• **WORK REQUIRED**
Identify all lines below that hold "Place" and collect them.

• **RECORD EXCERPTS**
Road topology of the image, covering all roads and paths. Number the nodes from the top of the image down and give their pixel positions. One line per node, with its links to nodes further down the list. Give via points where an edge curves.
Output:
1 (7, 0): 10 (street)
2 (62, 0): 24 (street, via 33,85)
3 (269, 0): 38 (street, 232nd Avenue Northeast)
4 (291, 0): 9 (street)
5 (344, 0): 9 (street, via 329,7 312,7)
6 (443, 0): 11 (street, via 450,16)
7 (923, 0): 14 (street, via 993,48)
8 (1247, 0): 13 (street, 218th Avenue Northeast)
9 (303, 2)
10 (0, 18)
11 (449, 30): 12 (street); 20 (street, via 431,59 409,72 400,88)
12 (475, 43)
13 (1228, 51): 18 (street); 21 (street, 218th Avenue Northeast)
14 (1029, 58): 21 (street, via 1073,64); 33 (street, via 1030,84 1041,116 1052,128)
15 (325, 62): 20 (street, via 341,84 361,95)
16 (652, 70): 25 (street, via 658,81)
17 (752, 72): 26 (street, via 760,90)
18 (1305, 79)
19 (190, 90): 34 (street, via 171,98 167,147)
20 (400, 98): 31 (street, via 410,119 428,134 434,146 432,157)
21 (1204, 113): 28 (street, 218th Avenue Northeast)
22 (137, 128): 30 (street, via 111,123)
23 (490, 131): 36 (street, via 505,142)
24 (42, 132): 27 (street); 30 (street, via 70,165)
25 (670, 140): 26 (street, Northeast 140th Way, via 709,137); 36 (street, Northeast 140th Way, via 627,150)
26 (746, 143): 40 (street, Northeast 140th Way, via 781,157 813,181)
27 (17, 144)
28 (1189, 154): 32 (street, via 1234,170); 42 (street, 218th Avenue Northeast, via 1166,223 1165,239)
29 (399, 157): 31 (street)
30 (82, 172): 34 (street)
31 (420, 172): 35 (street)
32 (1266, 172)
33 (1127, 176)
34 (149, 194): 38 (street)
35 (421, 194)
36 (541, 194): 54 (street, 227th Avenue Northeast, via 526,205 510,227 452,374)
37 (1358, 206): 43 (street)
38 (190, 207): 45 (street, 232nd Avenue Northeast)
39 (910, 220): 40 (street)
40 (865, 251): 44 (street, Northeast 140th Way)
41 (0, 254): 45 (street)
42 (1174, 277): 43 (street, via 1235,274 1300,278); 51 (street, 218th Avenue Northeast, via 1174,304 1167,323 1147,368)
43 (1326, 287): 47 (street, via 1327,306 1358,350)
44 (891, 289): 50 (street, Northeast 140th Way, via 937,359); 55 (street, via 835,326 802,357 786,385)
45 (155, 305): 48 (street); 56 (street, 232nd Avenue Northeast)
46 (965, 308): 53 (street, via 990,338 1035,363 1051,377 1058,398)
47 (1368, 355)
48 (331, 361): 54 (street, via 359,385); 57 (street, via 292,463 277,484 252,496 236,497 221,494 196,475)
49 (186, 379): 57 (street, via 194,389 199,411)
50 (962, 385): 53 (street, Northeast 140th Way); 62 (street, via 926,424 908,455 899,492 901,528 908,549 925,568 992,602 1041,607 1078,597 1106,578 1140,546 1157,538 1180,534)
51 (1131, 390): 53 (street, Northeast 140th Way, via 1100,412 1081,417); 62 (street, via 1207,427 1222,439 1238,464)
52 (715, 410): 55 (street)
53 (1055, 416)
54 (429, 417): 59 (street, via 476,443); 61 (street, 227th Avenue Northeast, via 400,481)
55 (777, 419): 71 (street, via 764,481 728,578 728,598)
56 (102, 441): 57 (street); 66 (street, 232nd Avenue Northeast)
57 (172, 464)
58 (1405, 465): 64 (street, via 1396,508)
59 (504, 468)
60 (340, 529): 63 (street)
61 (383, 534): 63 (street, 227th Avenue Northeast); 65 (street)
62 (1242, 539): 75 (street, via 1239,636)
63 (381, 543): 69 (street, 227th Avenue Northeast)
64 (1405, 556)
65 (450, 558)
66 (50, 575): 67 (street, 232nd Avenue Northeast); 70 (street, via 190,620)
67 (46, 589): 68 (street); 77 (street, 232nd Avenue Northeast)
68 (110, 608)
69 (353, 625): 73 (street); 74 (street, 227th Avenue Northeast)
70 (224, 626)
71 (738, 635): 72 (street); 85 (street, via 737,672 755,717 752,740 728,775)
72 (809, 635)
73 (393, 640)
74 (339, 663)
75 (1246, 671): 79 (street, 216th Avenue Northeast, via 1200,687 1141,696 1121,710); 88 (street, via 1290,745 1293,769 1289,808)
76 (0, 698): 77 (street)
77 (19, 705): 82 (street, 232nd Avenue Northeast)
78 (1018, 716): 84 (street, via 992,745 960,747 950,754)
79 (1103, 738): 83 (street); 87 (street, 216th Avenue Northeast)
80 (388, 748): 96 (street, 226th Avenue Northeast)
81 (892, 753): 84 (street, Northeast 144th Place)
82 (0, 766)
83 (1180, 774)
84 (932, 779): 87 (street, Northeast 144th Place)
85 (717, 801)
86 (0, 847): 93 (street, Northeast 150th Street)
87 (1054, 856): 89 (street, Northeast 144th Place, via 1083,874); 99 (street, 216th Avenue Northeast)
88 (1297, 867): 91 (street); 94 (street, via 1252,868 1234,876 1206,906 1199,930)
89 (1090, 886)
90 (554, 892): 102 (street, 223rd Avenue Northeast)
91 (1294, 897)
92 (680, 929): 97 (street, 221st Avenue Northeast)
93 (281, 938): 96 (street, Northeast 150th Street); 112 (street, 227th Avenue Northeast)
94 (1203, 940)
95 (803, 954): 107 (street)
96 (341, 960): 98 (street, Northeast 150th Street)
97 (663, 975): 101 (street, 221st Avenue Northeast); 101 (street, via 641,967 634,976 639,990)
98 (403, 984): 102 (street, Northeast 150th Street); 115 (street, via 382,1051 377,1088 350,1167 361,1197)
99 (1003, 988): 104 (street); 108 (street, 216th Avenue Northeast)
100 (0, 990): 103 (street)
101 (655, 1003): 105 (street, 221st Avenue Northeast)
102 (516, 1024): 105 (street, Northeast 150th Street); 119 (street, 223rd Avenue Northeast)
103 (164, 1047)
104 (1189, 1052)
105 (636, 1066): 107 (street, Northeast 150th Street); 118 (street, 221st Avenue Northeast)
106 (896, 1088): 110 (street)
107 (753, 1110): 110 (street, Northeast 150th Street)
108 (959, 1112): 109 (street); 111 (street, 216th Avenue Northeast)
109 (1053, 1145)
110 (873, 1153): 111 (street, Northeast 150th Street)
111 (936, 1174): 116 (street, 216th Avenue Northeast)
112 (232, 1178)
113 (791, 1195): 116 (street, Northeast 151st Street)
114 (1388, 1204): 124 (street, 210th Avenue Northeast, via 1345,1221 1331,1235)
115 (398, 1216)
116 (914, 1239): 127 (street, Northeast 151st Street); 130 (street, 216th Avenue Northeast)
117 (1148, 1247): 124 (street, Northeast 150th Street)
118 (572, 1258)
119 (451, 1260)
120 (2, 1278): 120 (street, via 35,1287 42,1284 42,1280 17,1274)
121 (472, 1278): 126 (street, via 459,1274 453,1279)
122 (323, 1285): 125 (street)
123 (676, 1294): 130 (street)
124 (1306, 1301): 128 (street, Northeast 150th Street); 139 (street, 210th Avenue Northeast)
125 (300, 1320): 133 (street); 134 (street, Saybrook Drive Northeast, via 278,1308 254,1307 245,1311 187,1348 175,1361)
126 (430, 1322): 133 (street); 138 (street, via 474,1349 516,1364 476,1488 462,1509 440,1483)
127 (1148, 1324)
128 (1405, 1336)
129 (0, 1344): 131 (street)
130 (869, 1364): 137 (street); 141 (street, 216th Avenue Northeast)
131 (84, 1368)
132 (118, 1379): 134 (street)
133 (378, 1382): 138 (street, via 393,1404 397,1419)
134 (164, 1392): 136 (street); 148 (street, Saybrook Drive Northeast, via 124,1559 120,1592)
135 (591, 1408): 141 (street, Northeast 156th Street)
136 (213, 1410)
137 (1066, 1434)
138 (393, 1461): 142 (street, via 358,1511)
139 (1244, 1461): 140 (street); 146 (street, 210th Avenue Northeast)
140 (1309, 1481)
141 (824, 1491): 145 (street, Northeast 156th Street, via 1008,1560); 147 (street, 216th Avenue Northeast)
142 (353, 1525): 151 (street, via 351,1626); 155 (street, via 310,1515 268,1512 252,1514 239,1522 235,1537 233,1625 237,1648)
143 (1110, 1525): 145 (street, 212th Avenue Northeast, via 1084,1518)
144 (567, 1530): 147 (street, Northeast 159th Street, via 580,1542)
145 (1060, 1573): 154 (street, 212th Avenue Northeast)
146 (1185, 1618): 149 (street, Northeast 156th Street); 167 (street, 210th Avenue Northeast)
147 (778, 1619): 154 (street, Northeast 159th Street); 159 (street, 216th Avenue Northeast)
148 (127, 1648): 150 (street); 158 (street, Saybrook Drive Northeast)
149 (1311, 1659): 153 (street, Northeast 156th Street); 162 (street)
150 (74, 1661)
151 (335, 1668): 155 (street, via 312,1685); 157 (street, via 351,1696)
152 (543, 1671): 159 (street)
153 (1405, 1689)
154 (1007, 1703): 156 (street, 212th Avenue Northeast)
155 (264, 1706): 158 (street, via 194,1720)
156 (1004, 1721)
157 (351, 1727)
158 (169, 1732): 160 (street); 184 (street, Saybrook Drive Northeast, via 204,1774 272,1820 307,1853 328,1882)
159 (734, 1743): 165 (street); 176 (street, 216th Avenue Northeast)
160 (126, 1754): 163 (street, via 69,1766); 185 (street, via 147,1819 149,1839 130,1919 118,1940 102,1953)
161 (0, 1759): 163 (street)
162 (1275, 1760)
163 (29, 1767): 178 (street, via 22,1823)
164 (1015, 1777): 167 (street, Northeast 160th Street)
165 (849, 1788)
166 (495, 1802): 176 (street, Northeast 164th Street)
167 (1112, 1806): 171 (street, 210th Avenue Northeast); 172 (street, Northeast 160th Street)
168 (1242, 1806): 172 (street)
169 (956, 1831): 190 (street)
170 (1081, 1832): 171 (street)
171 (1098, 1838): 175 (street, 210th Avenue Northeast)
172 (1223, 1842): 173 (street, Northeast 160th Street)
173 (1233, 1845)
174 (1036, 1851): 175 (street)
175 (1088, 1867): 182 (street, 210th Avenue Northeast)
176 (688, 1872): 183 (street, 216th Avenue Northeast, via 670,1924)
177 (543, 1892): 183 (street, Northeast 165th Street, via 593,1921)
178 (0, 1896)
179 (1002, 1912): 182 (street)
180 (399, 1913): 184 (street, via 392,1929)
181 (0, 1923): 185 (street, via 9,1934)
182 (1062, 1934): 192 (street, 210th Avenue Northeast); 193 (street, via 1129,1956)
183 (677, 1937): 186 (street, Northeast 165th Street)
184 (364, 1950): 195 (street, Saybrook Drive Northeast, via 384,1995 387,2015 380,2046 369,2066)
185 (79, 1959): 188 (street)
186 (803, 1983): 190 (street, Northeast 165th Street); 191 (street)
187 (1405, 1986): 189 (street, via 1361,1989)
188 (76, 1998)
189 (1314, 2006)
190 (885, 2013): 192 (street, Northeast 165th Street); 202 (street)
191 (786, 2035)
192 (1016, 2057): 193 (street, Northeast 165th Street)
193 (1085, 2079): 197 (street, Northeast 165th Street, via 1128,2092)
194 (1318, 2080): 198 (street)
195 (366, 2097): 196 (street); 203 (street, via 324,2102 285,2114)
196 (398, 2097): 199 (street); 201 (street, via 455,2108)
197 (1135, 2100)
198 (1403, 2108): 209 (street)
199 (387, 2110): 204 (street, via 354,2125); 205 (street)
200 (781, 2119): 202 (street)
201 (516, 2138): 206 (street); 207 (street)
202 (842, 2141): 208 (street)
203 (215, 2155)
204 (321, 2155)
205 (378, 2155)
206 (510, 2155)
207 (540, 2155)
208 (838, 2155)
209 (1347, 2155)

• **ANSWER SPACE**
81 (892, 753): 84 (street, Northeast 144th Place)
84 (932, 779): 87 (street, Northeast 144th Place)
87 (1054, 856): 89 (street, Northeast 144th Place, via 1083,874); 99 (street, 216th Avenue Northeast)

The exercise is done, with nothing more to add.